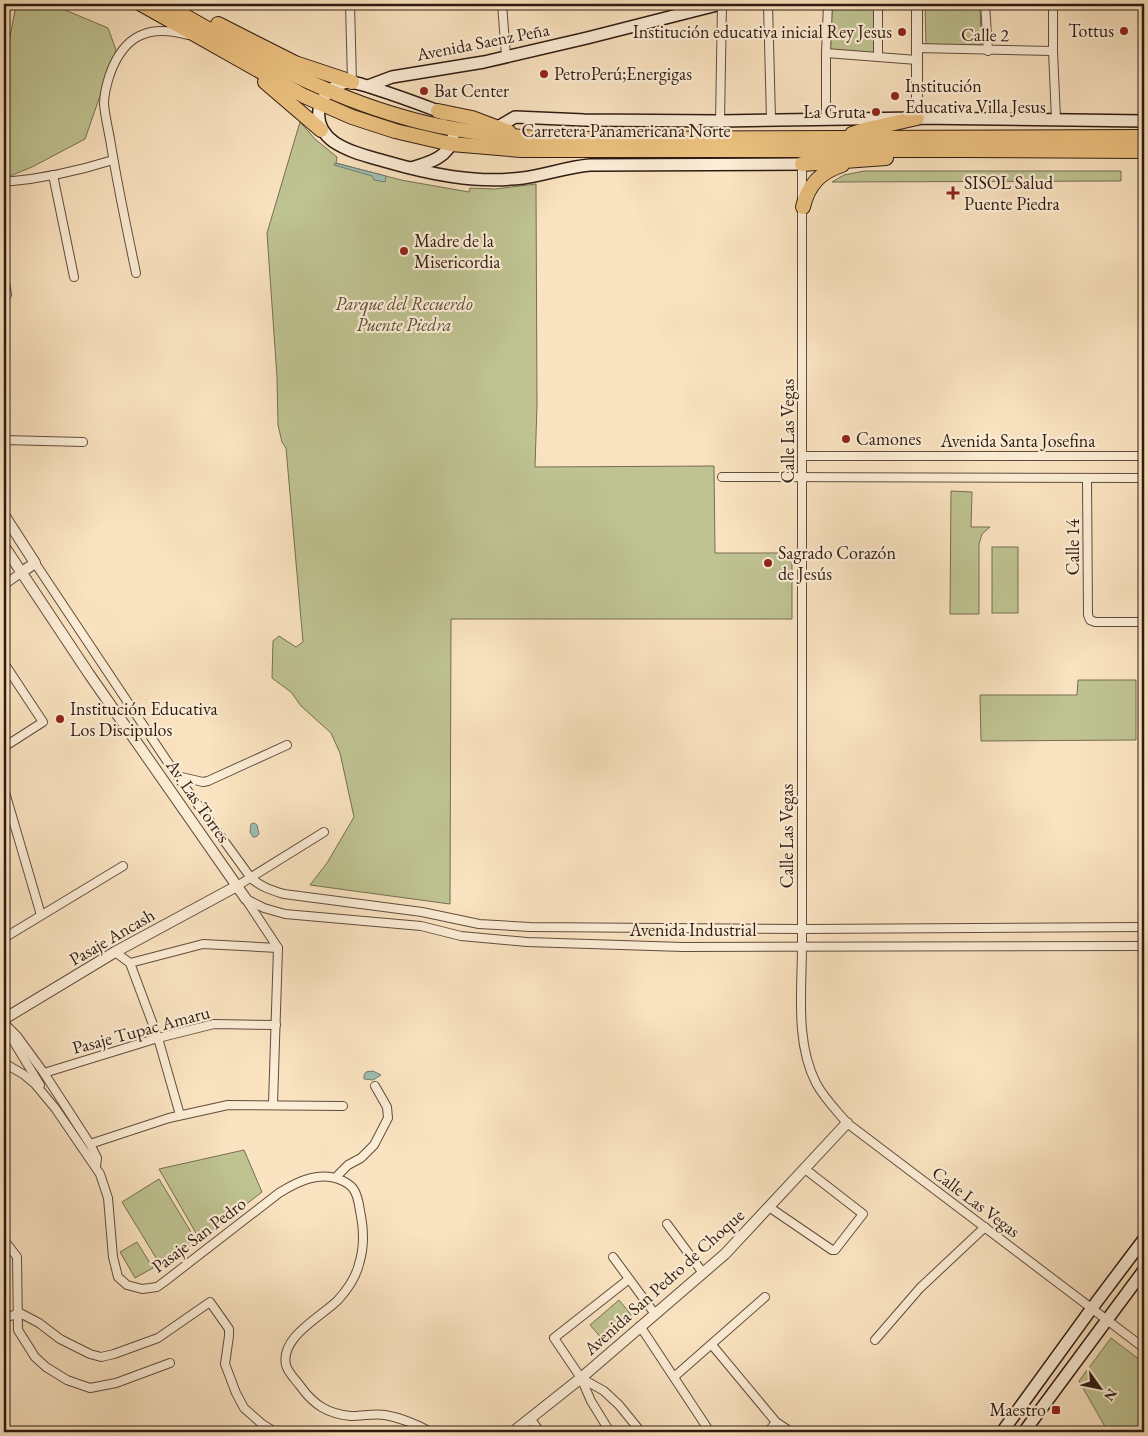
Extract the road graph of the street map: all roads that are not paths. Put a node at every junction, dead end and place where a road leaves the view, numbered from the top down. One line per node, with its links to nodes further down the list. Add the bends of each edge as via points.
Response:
1 (141, 4): 13 (highway, Carretera Panamericana Norte)
2 (164, 4): 12 (highway, Carretera Panamericana Norte)
3 (350, 4): 22 (street)
4 (502, 4): 18 (street)
5 (721, 4): 18 (main road, Avenida Saenz Peña); 31 (street)
6 (768, 4): 28 (street)
7 (828, 4): 17 (street)
8 (878, 4): 19 (street)
9 (917, 4): 14 (street)
10 (985, 4): 15 (street)
11 (1053, 4): 16 (street)
12 (176, 11): 22 (highway, via 221,25 295,63); 24 (highway, Carretera Panamericana Norte, via 285,71)
13 (204, 40): 20 (highway, Carretera Panamericana Norte); 42 (street, via 153,31 134,38 125,48 113,67 104,103)
14 (917, 48): 15 (street, Calle 2); 21 (street)
15 (988, 51): 16 (street, Calle 2)
16 (1053, 52): 30 (street)
17 (826, 53): 19 (street); 29 (street)
18 (506, 56): 23 (main road, Avenida Saenz Peña, via 392,77)
19 (878, 56): 21 (street)
20 (238, 59): 25 (highway, Carretera Panamericana Norte); 35 (highway)
21 (917, 60): 27 (street)
22 (352, 82): 23 (main road); 24 (main road)
23 (375, 86): 26 (main road)
24 (330, 91): 25 (main road); 34 (highway, Carretera Panamericana Norte, via 402,117)
25 (320, 104): 35 (main road); 39 (highway, Carretera Panamericana Norte, via 395,131)
26 (438, 110): 33 (highway); 34 (main road, via 448,118)
27 (917, 118): 29 (main road); 30 (main road); 38 (highway)
28 (771, 119): 29 (main road); 31 (main road)
29 (826, 119)
30 (1056, 120): 32 (main road)
31 (720, 121): 33 (main road, via 515,117)
32 (1144, 121)
33 (498, 127): 37 (highway)
34 (452, 128): 37 (highway, Carretera Panamericana Norte); 39 (main road)
35 (321, 130): 45 (main road, via 349,150)
36 (1144, 137): 38 (highway, Carretera Panamericana Norte)
37 (526, 138): 38 (highway, Carretera Panamericana Norte)
38 (842, 138)
39 (452, 144): 40 (highway, Carretera Panamericana Norte, via 521,150); 45 (main road, via 436,160)
40 (961, 150): 41 (highway, Carretera Panamericana Norte); 43 (highway)
41 (1144, 152)
42 (114, 160): 46 (street); 49 (street)
43 (854, 161): 44 (highway); 48 (highway, via 820,176 807,192)
44 (802, 164): 45 (main road, via 590,165 525,178 489,180); 48 (street, Calle Las Vegas)
45 (411, 168)
46 (52, 175): 47 (street); 51 (street)
47 (4, 182)
48 (803, 207): 55 (street, Calle Las Vegas)
49 (136, 273)
50 (4, 276): 52 (street)
51 (74, 277)
52 (7, 295)
53 (4, 440): 54 (street)
54 (83, 442)
55 (802, 456): 56 (street, Avenida Santa Josefina); 58 (street, Calle Las Vegas)
56 (1144, 456)
57 (722, 477): 58 (street, Avenida Santa Josefina)
58 (802, 477): 59 (street, Avenida Santa Josefina); 79 (street, Calle Las Vegas)
59 (1087, 478): 60 (street, Avenida Santa Josefina); 66 (street, Calle 14, via 1088,615 1094,622)
60 (1144, 478)
61 (4, 515): 63 (street, Av. Las Torres)
62 (4, 546): 64 (street, Av. Las Torres)
63 (35, 562): 64 (street); 70 (street, Av. Las Torres)
64 (22, 572): 65 (street); 75 (street, Av. Las Torres)
65 (4, 585)
66 (1144, 622)
67 (4, 664): 69 (street, via 43,722)
68 (287, 746): 70 (street, via 208,781)
69 (4, 747)
70 (177, 776): 74 (street, Av. Las Torres)
71 (4, 789): 77 (street)
72 (324, 832): 74 (street)
73 (123, 866): 77 (street)
74 (251, 878): 75 (street); 79 (street, via 258,885 284,894 422,912 479,924)
75 (237, 886): 76 (street, Av. Las Torres); 84 (street, Pasaje Ancash)
76 (246, 899): 81 (street, Avenida Industrial, via 285,914 421,926 461,936 518,941 683,947); 83 (street)
77 (41, 915): 80 (street)
78 (1144, 927): 79 (street)
79 (802, 928): 81 (street, Calle Las Vegas)
80 (4, 938)
81 (802, 945): 82 (street, Avenida Industrial); 97 (street, Calle Las Vegas, via 802,1044 816,1083)
82 (1144, 946)
83 (278, 948): 85 (street, via 203,944); 88 (street)
84 (115, 952): 85 (street); 86 (street, Pasaje Ancash)
85 (130, 963): 89 (street)
86 (4, 1019)
87 (4, 1024): 91 (street); 93 (street)
88 (276, 1025): 89 (street, Pasaje Tupac Amaru, via 219,1024); 94 (street)
89 (158, 1038): 91 (street, Pasaje Tupac Amaru); 96 (street)
90 (4, 1064): 93 (street, Pasaje San Pedro, via 35,1084)
91 (44, 1073): 98 (street)
92 (375, 1086): 101 (street, via 388,1118 374,1144)
93 (49, 1100): 99 (street, Pasaje San Pedro)
94 (273, 1104): 95 (street); 96 (street, via 228,1105)
95 (343, 1106)
96 (180, 1116): 98 (street)
97 (847, 1123): 100 (street, Avenida San Pedro de Choque); 104 (street, Calle Las Vegas)
98 (90, 1144): 99 (street, via 97,1158)
99 (96, 1167): 101 (street, Pasaje San Pedro, via 108,1198 115,1271 127,1285 142,1289 164,1282 289,1186 316,1176)
100 (805, 1169): 102 (street, Avenida San Pedro de Choque); 102 (street, via 863,1214 835,1250)
101 (336, 1177): 127 (street, via 354,1188 358,1199 364,1230 359,1266 337,1300 290,1340 286,1365 310,1400 323,1409 352,1416 382,1414)
102 (769, 1207): 109 (street, Avenida San Pedro de Choque)
103 (667, 1224): 109 (street)
104 (985, 1227): 112 (street, Calle Las Vegas); 118 (street, via 915,1293)
105 (1144, 1239): 112 (main road)
106 (4, 1240): 113 (street, via 17,1257)
107 (613, 1257): 110 (street)
108 (1144, 1270): 116 (main road)
109 (703, 1273): 114 (street, Avenida San Pedro de Choque)
110 (629, 1279): 114 (street); 123 (street, via 554,1338)
111 (765, 1297): 119 (street)
112 (1092, 1308): 116 (street, Calle Las Vegas); 135 (main road)
113 (18, 1314): 115 (street); 121 (street, via 18,1330 35,1357 50,1370 81,1386 90,1388 116,1384); 126 (street, via 29,1317 71,1345 101,1357 158,1338 210,1302 229,1329 225,1364 236,1393 244,1408)
114 (655, 1314): 117 (street, Avenida San Pedro de Choque)
115 (4, 1318)
116 (1106, 1319): 120 (street, Calle Las Vegas); 136 (main road)
117 (640, 1326): 122 (street); 123 (street, Avenida San Pedro de Choque)
118 (875, 1340)
119 (712, 1345): 122 (street); 125 (street)
120 (1144, 1348)
121 (170, 1363)
122 (674, 1377): 132 (street)
123 (581, 1378): 124 (street, Avenida San Pedro de Choque); 130 (street); 131 (street, via 604,1391)
124 (530, 1418): 128 (street, Avenida San Pedro de Choque); 129 (street)
125 (776, 1422): 133 (street); 134 (street)
126 (275, 1432)
127 (431, 1432)
128 (513, 1432)
129 (540, 1432)
130 (610, 1432)
131 (641, 1432)
132 (710, 1432)
133 (768, 1432)
134 (791, 1432)
135 (1002, 1432)
136 (1024, 1432)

* **INSTRUCTIONS TO FOLLOW**: I need each line from the listing where the word "Amaru" occurs.

* **OUTPUT OF THE TASK**:
88 (276, 1025): 89 (street, Pasaje Tupac Amaru, via 219,1024); 94 (street)
89 (158, 1038): 91 (street, Pasaje Tupac Amaru); 96 (street)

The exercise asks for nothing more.